In the controller, signals from the reflectance monitor are analyzed (as
detailed below) to determine the degree of crosslinking which is occurring
in the suture material and/or in the biological tissue exposed to the
laser radiation. Such analysis can generate control signals which will
progressively reduce the laser output energy over time as a particular
site experiences cumulative exposure. The control signals can further
provide for an automatic shut-off of the laser when the optimal state of
crosslinking has been exceeded and/or the onset of carbonization is
occurring.
As shown in FIG. 15, the data from the reflectance monitor can also be
provided directly to the clinician. In FIG. 15, a simulated view from an
eyepiece 110 is shown in which the field of view 112 includes a fissure or
cleavage line 114 dividing separate bodies at an anastomotic site. Also
shown within the field of view is the suture material 36, a fusion track
116 which has been formed by laser radiation, and a present exposure zone
118. Also displayed within the eyepiece 110 is a "heads-up" display of the
reflectance values for the reflectance monitor of FIG. 14, including
illuminated warning lights 122 which serve to indicate the reflectance
intensity at particular wavelengths or other optical data indicative of
the degree of crosslinking and/or tissue fusion.
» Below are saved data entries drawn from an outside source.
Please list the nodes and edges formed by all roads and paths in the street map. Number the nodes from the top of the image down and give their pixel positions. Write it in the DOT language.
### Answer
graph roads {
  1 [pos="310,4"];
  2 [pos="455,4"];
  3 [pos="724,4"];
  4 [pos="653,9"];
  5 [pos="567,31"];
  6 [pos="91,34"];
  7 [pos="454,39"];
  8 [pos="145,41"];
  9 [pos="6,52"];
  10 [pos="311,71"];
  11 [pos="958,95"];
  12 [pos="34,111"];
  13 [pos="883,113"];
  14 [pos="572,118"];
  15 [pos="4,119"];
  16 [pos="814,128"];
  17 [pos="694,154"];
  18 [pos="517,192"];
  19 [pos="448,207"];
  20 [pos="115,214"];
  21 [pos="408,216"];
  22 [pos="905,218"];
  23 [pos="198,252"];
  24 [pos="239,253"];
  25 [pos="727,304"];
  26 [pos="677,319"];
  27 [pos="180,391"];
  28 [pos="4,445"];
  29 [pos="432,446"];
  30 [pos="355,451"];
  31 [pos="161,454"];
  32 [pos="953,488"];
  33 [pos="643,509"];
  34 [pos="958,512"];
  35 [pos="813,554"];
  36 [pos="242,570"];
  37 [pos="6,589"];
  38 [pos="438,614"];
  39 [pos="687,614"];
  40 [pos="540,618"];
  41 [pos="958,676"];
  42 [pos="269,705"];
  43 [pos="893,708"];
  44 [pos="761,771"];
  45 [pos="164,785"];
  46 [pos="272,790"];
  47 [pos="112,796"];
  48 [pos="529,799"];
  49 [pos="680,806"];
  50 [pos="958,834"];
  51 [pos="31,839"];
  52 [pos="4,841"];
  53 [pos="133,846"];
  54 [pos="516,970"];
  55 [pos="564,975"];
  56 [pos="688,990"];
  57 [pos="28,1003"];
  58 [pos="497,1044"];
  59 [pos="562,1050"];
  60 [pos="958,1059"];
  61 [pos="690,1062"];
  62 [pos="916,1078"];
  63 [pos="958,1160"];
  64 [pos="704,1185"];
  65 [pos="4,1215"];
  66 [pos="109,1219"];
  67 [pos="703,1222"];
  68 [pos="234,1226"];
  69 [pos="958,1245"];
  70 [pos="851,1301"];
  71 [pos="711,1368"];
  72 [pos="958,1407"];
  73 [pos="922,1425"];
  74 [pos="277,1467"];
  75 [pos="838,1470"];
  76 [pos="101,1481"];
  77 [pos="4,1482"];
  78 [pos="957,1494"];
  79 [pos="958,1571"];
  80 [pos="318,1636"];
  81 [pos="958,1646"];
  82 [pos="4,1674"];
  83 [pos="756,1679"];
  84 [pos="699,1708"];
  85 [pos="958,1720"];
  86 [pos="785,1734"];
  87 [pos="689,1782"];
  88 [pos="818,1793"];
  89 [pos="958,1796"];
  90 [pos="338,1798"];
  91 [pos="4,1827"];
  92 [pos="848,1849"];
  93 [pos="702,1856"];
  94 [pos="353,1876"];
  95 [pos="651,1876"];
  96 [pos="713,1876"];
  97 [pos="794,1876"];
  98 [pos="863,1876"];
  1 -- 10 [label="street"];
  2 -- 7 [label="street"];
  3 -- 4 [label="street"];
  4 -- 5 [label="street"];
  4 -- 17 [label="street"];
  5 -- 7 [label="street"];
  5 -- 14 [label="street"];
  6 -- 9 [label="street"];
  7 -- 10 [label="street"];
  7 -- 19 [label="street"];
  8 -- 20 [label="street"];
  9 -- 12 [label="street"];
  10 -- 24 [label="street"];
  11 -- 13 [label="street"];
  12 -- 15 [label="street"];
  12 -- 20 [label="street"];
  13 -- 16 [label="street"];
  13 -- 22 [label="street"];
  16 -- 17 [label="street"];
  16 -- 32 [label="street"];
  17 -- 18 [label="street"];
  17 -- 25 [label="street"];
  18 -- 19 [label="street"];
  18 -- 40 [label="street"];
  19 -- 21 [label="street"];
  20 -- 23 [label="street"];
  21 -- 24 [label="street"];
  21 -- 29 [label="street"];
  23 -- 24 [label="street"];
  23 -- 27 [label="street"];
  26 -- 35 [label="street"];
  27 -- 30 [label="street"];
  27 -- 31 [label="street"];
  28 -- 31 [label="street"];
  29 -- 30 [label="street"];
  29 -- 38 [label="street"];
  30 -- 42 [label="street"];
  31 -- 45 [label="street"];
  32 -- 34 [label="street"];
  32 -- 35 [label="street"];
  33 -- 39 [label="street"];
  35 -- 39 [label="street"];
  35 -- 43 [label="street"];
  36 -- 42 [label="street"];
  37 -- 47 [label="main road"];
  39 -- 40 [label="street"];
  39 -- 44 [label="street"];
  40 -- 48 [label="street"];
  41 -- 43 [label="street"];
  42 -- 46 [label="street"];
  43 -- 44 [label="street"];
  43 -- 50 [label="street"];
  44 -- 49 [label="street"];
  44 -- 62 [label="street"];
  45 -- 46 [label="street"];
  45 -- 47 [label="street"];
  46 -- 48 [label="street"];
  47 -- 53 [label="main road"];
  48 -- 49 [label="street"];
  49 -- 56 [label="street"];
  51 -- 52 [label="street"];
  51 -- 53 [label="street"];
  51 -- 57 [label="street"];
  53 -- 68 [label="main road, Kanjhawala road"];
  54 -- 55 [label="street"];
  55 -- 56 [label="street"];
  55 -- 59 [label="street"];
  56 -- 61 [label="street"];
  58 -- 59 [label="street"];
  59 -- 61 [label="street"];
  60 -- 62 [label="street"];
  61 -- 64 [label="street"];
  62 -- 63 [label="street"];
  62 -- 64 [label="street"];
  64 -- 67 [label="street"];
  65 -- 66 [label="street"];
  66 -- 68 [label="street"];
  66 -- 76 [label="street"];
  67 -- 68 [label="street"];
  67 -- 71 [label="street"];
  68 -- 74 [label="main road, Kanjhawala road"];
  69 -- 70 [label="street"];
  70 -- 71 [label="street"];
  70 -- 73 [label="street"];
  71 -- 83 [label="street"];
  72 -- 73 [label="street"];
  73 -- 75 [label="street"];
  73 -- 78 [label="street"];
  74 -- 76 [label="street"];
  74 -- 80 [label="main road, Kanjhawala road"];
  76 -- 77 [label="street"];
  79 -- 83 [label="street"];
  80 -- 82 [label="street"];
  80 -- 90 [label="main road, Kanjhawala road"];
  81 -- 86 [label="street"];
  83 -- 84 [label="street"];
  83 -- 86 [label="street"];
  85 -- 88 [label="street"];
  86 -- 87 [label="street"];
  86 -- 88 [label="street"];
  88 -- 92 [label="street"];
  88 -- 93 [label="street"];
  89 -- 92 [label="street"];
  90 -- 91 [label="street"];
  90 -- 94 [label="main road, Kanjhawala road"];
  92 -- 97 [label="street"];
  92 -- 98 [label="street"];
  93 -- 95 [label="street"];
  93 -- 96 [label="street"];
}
In use, the apparatus of the present invention can be employed to analyze
the degree of crosslinking by comparing the reflectance ratios of a site
at two or more wavelengths. Preferably, intensity readings for three or
more wavelength ranges are employed in order to accurately assess the
degree of crosslinking and to ensure that the optimal state is not
exceeded. The particular wavelengths to be monitored will, of course, vary
with the particular tissue undergoing treatment. Although the tissue type,
(e.g., blood-containing tissue or that which is relatively blood-free)
will vary, the general principles of the invention, as disclosed herein,
can be readily applied by those skilled in the art to diverse procedures
in which the fusion of biological materials is desired.
For example, it is known that carbonization of many tissue types is
accompanied by a decrease in visible light reflectance and an increase in
infrared reflectance. Thus, the analyzing circuitry of the controller can
be constructed to provide a warning (or automatically shut off the laser
radiation) when darkening in the visible wavelengths occurs or when the
ratio of visible to infrared values falls below a predefined level.
Moreover, when the material to be joined (e.g., aortic tissue) is
relatively unpigmented, reliance on changes in the reflectance of visible
light can be inaccurate, but infrared reflectance changes (e.g., above 1.1
micrometers) can reliably indicate the degree of crosslinking. (Lack of
change in the visible reflectance is one of the reasons that tissues of
this type are difficult to crosslink, as no change in the target's visible
properties are observed until the tissue is overexposed to laser energy.)
Consequently, the analyzing circuitry can monitor infrared reflectance
changes (e.g., greater than about 1.0 micrometers) as an indicator of
proper crosslinking.
Finally, the reflectance sensor can also be used as a proximity monitor to
ensue that the laser is in fact disposed at a proper distance from the
anastomic site. By measuring total reflectance (over the entire
visible-infrared range or a portion thereof), a sudden drop in the
reflectance value will typically be related to incorrect placement of the
handpiece. Thus, the analyzing circuitry can sense the changes in
reflectance and generate a warning to the user (or automatically shut off
the system) until proper placement is achieved.